Exercise prompt
Transcribe exactly the lines below that begin at the line with "Trace the roads" and stop after the line with "Turn the roads", leaving out every picture.

:: Information ::

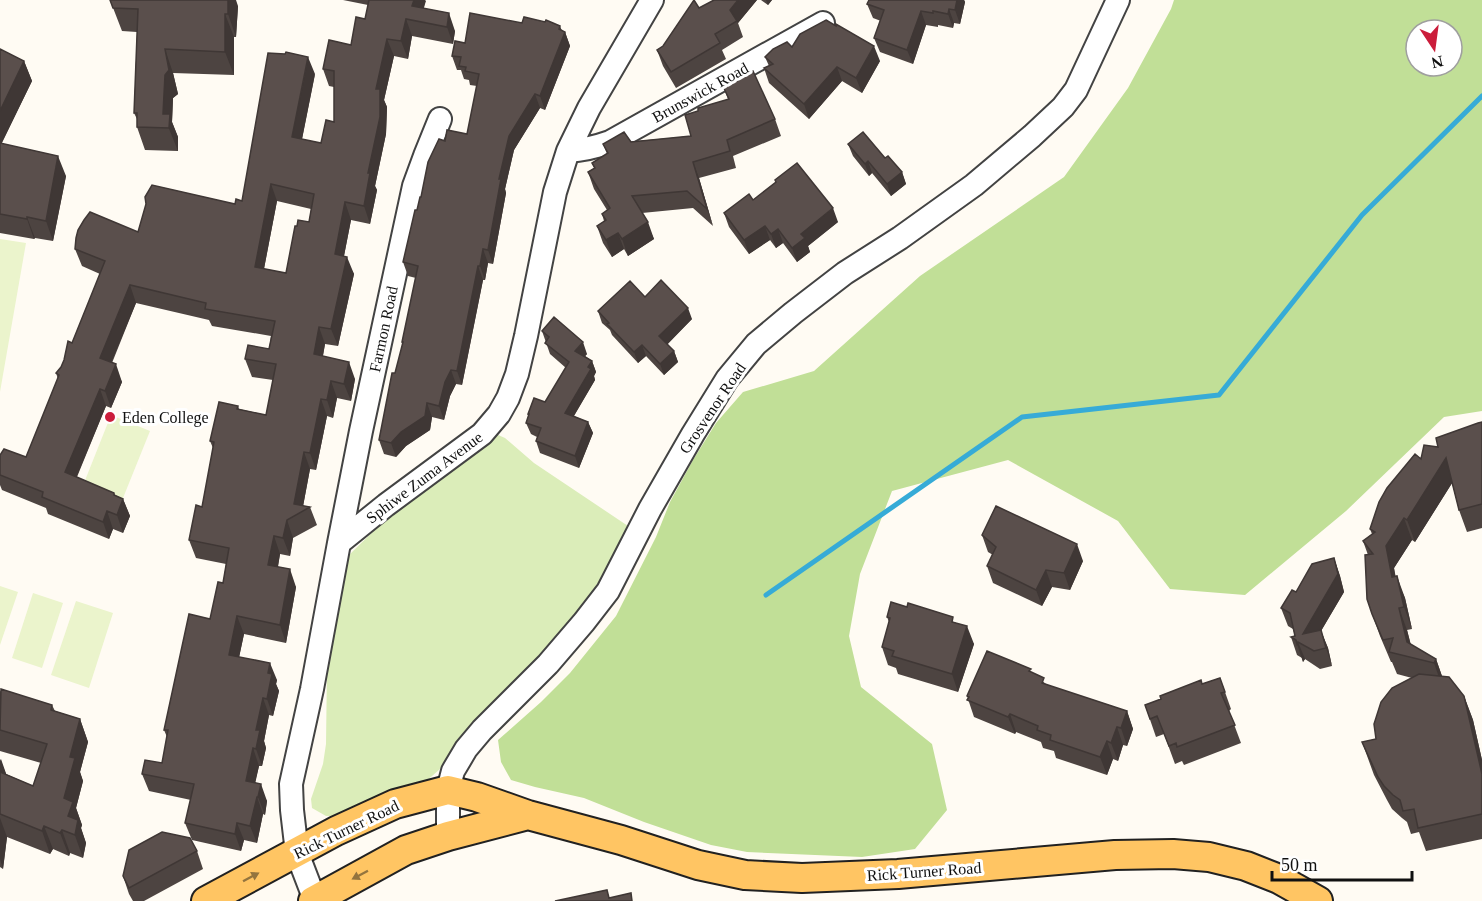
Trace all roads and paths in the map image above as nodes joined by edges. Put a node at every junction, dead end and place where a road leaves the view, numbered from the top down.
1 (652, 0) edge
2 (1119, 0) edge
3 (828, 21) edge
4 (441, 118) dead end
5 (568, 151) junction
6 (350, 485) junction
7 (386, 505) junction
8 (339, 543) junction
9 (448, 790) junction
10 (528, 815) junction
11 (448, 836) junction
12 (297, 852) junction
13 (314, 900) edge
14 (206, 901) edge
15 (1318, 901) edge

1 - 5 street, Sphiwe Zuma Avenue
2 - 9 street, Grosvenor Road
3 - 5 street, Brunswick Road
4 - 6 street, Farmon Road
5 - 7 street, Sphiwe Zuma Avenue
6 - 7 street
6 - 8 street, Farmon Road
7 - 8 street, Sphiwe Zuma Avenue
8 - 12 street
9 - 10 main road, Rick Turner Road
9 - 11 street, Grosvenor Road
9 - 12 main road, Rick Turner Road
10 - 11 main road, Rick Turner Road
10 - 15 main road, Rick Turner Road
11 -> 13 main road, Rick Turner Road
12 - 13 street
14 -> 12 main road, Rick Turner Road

:::
:: Information ::

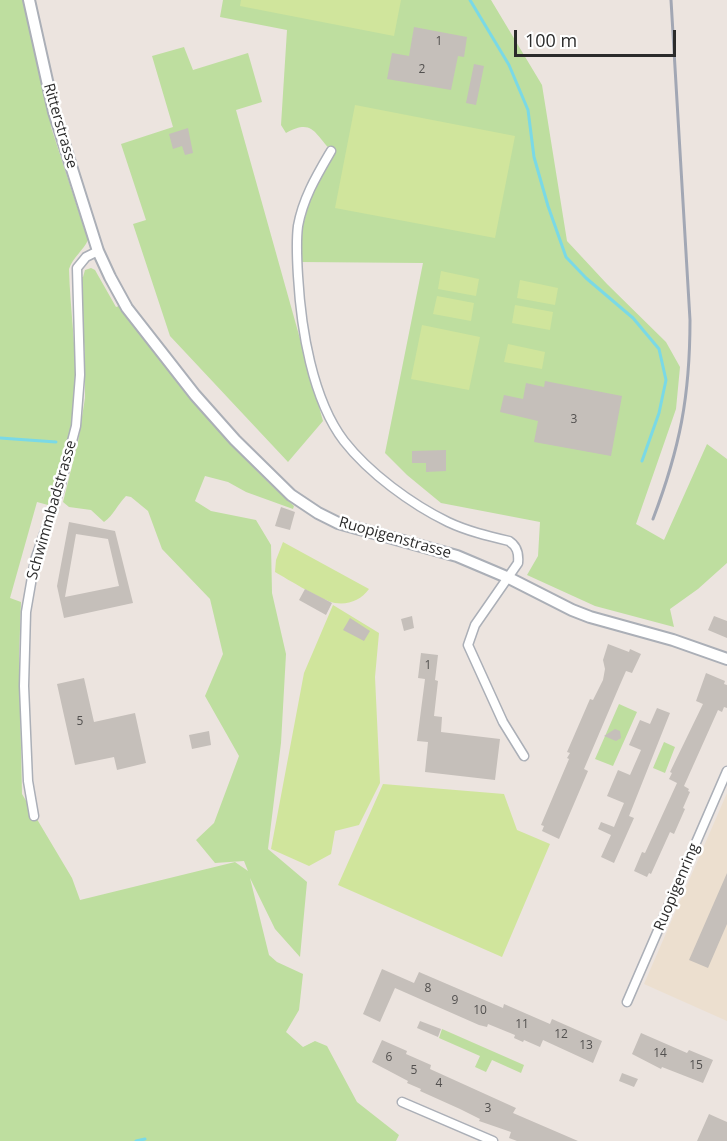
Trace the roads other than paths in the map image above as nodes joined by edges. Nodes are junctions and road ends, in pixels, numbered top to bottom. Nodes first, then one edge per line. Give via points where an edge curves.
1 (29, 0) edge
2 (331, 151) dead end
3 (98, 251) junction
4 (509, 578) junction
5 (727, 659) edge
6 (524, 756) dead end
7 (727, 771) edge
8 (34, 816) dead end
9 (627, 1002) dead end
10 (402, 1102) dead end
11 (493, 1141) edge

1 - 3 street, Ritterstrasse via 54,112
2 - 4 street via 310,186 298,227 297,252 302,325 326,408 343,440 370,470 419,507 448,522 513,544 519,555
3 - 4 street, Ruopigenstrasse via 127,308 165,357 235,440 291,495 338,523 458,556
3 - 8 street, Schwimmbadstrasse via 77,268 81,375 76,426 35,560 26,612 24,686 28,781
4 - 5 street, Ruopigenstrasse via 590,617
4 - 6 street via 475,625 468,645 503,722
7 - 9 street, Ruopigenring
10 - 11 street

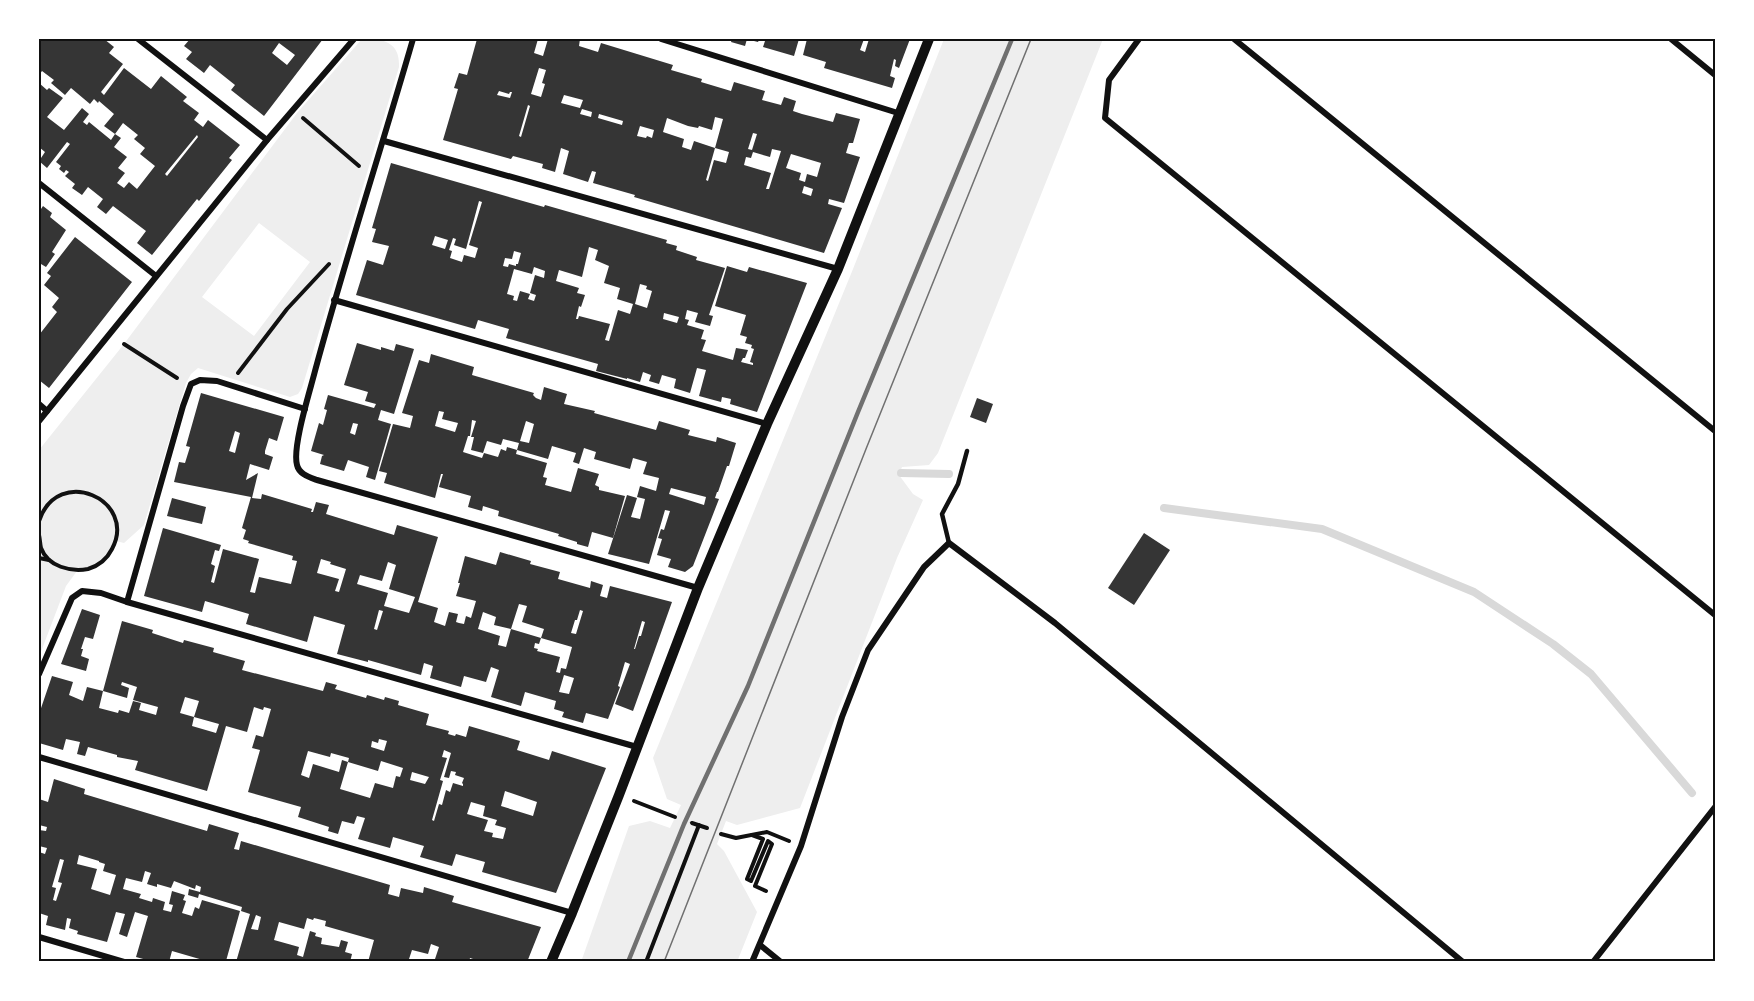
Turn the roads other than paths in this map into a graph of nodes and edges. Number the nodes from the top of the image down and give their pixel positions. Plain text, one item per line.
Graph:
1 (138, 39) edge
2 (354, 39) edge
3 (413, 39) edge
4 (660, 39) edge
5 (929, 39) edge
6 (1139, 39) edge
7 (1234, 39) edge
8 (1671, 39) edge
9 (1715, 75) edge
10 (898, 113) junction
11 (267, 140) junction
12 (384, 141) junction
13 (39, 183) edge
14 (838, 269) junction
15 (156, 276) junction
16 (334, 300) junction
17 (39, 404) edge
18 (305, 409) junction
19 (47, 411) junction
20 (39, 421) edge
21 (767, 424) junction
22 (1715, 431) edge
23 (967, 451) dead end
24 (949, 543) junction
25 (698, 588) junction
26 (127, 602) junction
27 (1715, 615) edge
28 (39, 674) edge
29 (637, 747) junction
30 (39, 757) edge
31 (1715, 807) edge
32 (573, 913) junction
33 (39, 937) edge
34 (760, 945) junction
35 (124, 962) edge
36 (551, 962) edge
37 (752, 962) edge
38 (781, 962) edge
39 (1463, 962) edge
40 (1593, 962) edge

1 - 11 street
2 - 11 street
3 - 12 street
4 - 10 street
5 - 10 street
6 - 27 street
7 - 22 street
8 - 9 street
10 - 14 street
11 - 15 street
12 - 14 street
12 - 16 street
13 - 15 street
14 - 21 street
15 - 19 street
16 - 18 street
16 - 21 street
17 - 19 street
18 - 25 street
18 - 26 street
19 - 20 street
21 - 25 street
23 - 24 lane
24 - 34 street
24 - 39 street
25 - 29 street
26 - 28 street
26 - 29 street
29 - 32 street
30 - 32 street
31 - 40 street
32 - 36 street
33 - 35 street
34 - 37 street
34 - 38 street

:::

Exercise result
Trace the roads other than paths in the map image above as nodes joined by edges. Nodes are junctions and road ends, in pixels, numbered top to bottom. Nodes first, then one edge per line. Give via points where an edge curves.
1 (29, 0) edge
2 (331, 151) dead end
3 (98, 251) junction
4 (509, 578) junction
5 (727, 659) edge
6 (524, 756) dead end
7 (727, 771) edge
8 (34, 816) dead end
9 (627, 1002) dead end
10 (402, 1102) dead end
11 (493, 1141) edge

1 - 3 street, Ritterstrasse via 54,112
2 - 4 street via 310,186 298,227 297,252 302,325 326,408 343,440 370,470 419,507 448,522 513,544 519,555
3 - 4 street, Ruopigenstrasse via 127,308 165,357 235,440 291,495 338,523 458,556
3 - 8 street, Schwimmbadstrasse via 77,268 81,375 76,426 35,560 26,612 24,686 28,781
4 - 5 street, Ruopigenstrasse via 590,617
4 - 6 street via 475,625 468,645 503,722
7 - 9 street, Ruopigenring
10 - 11 street

Turn the roads other than paths in this map into a graph of nodes and edges. Number the nodes from the top of the image down and give their pixel positions. Plain text, one item per line.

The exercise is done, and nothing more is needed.